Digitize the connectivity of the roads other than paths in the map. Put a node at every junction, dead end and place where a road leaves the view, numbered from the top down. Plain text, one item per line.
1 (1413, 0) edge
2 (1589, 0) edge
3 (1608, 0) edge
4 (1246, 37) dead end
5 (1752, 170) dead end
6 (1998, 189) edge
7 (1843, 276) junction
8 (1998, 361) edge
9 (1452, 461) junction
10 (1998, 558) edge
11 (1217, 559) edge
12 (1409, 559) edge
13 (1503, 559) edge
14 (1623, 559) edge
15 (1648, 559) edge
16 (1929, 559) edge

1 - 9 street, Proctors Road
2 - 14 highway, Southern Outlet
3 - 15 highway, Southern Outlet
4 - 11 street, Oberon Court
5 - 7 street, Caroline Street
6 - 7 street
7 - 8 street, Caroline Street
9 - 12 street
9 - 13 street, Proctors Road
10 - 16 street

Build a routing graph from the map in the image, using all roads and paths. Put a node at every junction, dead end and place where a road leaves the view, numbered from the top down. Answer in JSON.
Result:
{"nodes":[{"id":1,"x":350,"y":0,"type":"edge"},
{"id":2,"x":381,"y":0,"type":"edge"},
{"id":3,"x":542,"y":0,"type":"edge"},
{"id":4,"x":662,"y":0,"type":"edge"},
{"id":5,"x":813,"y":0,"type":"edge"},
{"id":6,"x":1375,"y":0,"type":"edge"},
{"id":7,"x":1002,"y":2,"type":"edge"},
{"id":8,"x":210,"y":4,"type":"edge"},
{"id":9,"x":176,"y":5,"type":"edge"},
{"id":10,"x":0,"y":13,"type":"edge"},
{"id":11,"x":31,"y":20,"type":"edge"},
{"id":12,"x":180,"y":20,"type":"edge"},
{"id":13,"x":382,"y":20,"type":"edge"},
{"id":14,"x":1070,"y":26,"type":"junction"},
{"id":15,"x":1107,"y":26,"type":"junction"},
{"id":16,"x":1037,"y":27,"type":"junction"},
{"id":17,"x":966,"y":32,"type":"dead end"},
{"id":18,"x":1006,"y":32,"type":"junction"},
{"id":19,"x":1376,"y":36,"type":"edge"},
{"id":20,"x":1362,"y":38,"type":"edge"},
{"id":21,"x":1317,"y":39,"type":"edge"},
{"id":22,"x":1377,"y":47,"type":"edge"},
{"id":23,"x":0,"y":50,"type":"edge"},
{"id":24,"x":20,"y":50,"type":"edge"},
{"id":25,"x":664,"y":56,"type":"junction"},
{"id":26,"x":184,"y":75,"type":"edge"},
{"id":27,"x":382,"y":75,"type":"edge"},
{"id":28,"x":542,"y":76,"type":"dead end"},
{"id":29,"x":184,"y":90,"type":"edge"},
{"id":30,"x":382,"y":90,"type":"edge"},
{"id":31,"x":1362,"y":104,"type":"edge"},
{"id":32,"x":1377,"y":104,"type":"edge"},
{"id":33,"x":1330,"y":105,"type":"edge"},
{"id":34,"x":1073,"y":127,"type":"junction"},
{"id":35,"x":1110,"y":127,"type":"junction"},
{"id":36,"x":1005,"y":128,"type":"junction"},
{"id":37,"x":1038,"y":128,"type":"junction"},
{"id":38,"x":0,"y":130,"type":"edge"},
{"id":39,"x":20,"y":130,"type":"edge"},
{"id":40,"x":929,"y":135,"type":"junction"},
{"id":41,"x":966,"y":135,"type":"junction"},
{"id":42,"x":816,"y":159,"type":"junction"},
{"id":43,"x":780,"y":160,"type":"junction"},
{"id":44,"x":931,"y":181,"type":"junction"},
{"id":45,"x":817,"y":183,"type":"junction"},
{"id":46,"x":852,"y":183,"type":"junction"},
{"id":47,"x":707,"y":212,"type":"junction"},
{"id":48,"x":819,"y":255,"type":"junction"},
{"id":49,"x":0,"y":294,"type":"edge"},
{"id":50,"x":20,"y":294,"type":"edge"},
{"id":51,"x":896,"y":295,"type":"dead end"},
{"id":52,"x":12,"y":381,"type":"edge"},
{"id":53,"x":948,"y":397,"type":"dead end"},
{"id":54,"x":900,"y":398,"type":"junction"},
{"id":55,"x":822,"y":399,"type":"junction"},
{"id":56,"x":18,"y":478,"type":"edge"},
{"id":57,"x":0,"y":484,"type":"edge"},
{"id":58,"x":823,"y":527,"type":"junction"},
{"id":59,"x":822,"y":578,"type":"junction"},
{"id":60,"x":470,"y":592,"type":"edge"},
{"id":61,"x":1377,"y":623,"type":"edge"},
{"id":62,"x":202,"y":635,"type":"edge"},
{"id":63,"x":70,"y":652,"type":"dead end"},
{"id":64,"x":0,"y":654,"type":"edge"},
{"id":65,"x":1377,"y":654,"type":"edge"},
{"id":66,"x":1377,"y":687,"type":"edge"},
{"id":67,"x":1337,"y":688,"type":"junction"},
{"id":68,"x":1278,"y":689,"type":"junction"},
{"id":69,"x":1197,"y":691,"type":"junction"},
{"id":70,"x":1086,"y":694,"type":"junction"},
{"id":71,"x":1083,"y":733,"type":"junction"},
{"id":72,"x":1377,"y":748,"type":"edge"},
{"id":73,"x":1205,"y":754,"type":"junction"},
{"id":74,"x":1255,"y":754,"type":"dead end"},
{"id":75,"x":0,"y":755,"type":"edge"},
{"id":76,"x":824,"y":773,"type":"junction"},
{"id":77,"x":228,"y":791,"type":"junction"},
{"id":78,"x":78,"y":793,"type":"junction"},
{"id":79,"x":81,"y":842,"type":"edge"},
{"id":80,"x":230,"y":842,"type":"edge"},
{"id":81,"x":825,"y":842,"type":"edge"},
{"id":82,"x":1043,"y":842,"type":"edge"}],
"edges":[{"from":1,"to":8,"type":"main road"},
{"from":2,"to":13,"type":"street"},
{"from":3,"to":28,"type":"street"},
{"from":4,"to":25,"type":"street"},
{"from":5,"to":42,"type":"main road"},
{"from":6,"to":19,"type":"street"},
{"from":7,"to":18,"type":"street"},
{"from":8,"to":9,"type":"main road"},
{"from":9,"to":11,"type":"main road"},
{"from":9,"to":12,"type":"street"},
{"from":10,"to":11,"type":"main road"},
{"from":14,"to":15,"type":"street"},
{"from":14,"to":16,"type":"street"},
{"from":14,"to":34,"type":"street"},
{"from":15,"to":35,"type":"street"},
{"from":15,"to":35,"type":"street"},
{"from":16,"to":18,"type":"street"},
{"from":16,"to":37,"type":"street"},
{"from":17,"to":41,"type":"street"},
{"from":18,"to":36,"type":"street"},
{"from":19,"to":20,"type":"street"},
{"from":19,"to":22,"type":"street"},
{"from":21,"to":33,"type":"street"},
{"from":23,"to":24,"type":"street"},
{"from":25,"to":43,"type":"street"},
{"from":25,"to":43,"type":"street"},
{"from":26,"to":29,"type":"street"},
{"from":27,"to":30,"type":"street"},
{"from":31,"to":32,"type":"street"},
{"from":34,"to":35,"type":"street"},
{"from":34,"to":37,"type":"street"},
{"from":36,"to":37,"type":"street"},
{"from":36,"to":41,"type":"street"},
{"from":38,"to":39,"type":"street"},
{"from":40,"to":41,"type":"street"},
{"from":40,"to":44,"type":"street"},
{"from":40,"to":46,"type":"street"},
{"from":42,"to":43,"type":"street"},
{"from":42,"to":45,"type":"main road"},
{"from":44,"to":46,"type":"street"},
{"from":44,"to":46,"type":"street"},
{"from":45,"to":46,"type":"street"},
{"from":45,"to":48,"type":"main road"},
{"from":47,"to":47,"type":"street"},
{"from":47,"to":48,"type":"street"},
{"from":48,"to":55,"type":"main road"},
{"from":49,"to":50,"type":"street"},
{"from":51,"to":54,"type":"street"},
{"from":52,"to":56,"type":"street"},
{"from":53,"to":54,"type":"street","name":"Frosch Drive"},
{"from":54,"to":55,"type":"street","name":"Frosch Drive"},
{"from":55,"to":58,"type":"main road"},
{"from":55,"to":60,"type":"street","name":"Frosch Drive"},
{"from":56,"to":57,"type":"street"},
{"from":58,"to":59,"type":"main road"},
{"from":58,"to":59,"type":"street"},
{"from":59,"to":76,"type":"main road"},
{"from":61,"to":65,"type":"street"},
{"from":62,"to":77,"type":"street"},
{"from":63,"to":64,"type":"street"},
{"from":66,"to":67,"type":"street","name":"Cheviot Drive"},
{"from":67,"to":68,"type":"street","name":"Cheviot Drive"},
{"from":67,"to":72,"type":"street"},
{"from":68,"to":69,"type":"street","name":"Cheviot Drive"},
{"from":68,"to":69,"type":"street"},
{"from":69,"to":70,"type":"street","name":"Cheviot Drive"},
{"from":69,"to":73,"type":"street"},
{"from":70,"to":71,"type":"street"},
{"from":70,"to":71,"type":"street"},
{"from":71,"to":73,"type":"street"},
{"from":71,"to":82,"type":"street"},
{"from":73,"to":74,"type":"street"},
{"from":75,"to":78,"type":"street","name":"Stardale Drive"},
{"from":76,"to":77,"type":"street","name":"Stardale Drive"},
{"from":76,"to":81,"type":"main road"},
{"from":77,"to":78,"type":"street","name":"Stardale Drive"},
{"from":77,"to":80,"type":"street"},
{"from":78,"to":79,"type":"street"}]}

About this exercise:
Nothing but a number is needed: tally the lines of the listing that contain "Cheviot".

Solution for this problem:
4